The stories we tell ourselves

The last PMH #SelfCareSaturday was a wonderful day. It was so lovely to meet new friends and catch up with those I’d met before. One of the conversations we had yesterday was around what people got from the PMH community, and I think the word connection sums it up.

Yet, whilst we seek and crave connection, it can often be hard to reach out and get what we need.

I know there had been some worry about coming along to the day, questioning what is going to happen? What am I doing meeting random people off the internet? Oh, why did I say yes?

But I think everyone was glad they’d made it, despite train cancellations, driving new and unusual routes, and journeys that were longer than the time they spent in Birmingham.

Pushing ourselves out of our comfort zones is so important and the older we get, the harder it can be.

And by comfort zone, I don’t just mean the jumping out of an aircraft kind of comfort.

I mean the comfort of familiar patterns of behaviour, or the comfort of playing small, being invisible, or whatever is needed to facilitate ‘life’ for those around us.

The actions we take or don’t take are borne from the stories we tell ourselves, and they are borne from the stories we have been told.

There are the big ‘life’ stories we tell ourselves:

Oh I can’t do that, I’m not sporty.

Oh that’s not for me, I am not creative.

I can’t ride a bike, wear a bikini, believe in myself, effect change, drive to London…

Someone once told you something to make you believe this is true. It is not.

There are the more mundane, day to day stories we tell ourselves:

My husband didn’t hug me, there’s an issue between us.

We don’t have any milk left, what a trashy parent I am.

My child didn’t answer my text – they’ve been eaten by a velociraptor.

As you can see from that last statement, the stories we tell ourselves can be fanciful, untrue, and downright unhelpful. They can take us from hero to zero in a matter of a sentence and keep us in a place where we struggle to make good decisions, where our belief in the good is reduced, and can lead us towards living in our own self-generated anxiety.

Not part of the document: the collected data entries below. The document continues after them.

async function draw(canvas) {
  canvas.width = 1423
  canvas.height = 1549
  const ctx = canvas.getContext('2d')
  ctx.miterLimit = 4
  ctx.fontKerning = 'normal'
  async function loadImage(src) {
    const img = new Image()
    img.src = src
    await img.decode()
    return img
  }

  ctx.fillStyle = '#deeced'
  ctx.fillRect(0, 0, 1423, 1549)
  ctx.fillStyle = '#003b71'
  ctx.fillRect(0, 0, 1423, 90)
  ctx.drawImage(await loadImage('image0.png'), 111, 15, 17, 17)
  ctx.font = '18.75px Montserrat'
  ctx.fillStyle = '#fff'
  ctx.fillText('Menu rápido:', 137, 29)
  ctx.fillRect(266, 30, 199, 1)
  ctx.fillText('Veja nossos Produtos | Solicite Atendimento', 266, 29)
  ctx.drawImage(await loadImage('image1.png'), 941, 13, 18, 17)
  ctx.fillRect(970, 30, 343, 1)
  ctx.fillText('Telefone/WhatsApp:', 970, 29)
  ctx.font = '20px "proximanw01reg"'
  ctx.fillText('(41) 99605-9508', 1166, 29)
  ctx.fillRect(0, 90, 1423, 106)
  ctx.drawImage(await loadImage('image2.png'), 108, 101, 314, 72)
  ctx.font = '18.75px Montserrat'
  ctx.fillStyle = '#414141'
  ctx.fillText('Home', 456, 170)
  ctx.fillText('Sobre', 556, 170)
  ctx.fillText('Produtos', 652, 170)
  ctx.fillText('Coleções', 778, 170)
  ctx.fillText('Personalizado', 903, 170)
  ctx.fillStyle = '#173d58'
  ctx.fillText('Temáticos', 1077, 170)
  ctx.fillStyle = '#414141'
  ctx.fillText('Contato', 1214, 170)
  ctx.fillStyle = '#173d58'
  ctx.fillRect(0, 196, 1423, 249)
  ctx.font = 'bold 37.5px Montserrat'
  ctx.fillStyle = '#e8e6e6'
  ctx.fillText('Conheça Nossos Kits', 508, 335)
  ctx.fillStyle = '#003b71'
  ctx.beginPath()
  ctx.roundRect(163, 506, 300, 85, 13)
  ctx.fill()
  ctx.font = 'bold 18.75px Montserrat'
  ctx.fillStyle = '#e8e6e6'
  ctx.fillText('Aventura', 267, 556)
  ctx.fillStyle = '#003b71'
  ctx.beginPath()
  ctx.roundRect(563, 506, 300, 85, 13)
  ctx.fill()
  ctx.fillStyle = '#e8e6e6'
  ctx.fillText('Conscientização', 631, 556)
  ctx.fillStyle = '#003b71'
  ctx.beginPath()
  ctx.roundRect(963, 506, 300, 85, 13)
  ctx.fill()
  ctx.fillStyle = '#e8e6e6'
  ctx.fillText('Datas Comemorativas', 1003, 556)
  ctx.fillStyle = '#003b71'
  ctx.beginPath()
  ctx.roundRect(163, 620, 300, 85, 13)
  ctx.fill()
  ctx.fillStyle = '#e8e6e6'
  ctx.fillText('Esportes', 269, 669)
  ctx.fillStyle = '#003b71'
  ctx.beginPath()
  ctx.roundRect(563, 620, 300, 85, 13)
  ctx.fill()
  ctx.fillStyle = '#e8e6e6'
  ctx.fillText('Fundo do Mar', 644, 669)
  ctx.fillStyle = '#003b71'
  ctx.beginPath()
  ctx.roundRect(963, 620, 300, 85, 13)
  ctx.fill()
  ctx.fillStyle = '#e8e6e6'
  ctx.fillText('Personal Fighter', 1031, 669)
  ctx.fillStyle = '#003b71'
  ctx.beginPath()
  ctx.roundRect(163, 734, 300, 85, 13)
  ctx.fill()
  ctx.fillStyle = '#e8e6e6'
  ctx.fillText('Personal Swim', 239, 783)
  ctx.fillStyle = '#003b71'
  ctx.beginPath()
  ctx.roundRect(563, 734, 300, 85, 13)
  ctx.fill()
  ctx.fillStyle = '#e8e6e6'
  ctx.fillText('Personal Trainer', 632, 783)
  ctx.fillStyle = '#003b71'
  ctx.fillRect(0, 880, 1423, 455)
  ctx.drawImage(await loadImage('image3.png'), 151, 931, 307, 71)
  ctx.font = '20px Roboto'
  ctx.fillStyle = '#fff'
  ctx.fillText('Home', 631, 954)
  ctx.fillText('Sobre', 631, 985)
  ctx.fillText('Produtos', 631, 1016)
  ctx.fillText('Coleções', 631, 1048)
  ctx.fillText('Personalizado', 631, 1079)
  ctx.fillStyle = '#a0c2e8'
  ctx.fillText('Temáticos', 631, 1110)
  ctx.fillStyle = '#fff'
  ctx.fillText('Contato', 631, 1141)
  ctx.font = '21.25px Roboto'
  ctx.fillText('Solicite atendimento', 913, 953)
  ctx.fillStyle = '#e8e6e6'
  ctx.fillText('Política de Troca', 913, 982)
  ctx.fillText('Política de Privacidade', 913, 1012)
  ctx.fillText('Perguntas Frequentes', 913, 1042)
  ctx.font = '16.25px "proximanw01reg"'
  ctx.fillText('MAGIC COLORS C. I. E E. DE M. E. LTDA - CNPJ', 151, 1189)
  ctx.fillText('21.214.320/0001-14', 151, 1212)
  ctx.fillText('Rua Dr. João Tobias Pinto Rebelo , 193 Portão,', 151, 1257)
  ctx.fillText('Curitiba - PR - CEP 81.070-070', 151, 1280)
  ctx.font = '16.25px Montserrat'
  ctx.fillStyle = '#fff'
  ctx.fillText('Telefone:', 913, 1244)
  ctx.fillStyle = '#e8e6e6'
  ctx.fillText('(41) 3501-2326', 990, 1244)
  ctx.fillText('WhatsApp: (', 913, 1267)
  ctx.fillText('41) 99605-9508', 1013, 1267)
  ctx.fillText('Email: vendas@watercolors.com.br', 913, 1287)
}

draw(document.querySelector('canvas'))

By believing the stories we tell ourselves we begin to engage with the world based on what is going on in the narrative we’ve created. We can see life through a false lens. We respond to our interpretation of the situation, rather than what is really going on. And this is dangerous because we can misunderstand intention and end up with chasms between us and others based on untruths and constructs we have created.

And these untruths can stop us from stepping forward, having a go, being our best self. They can stop us from stepping outside of our comfort zones of behaviour and reaction, because sometimes it’s easier to think that playing safe is the right thing to keep the peace and retain stability.

But there’s some really good news.

You’re in control of the stories.

You can make them up.

You can rewrite the ones you don’t like and create some new shiny, super duper ones.


So today, I’d love you to start to reflect on a few things if you feel inclined:

  • Identify the stories you tell yourself

What are the stories you’ve constructed to help you make sense of the world.

2) See how they are impacting on:

Your view of yourself

Your relationships

Your belief in your amazing power to effect change

3) Ask what’s true, what’s right, what’s helpful

There may be some amazing stories – hold onto them.

There may be some painful stories – treat them with respect.

There may be some ridiculous ones – laugh at them and let them go. (You know my approach to letting go of things – love, peace, and a swift kick up the bum!)

4) Write a new chapter.

When you actively reflect on the stories you tell yourself, it can help you to be more present, more brave, more you.

And then you can begin to create a new story. Start with a simple change.

I am creative.

I am beautiful.

I am able to cope.

See how you feel then.

And if you feel you can’t change the story for you, remember you have an audience in your children. Make some small tweaks to the stories they interact with and see what the difference is.

Like the 10 amazing women who travelled literally miles as well as a distance out of their comfort zone to connect with others yesterday, I hope that you can tell yourself a good story today.

Remember, you are the narrator of your life. You are in control of the ending.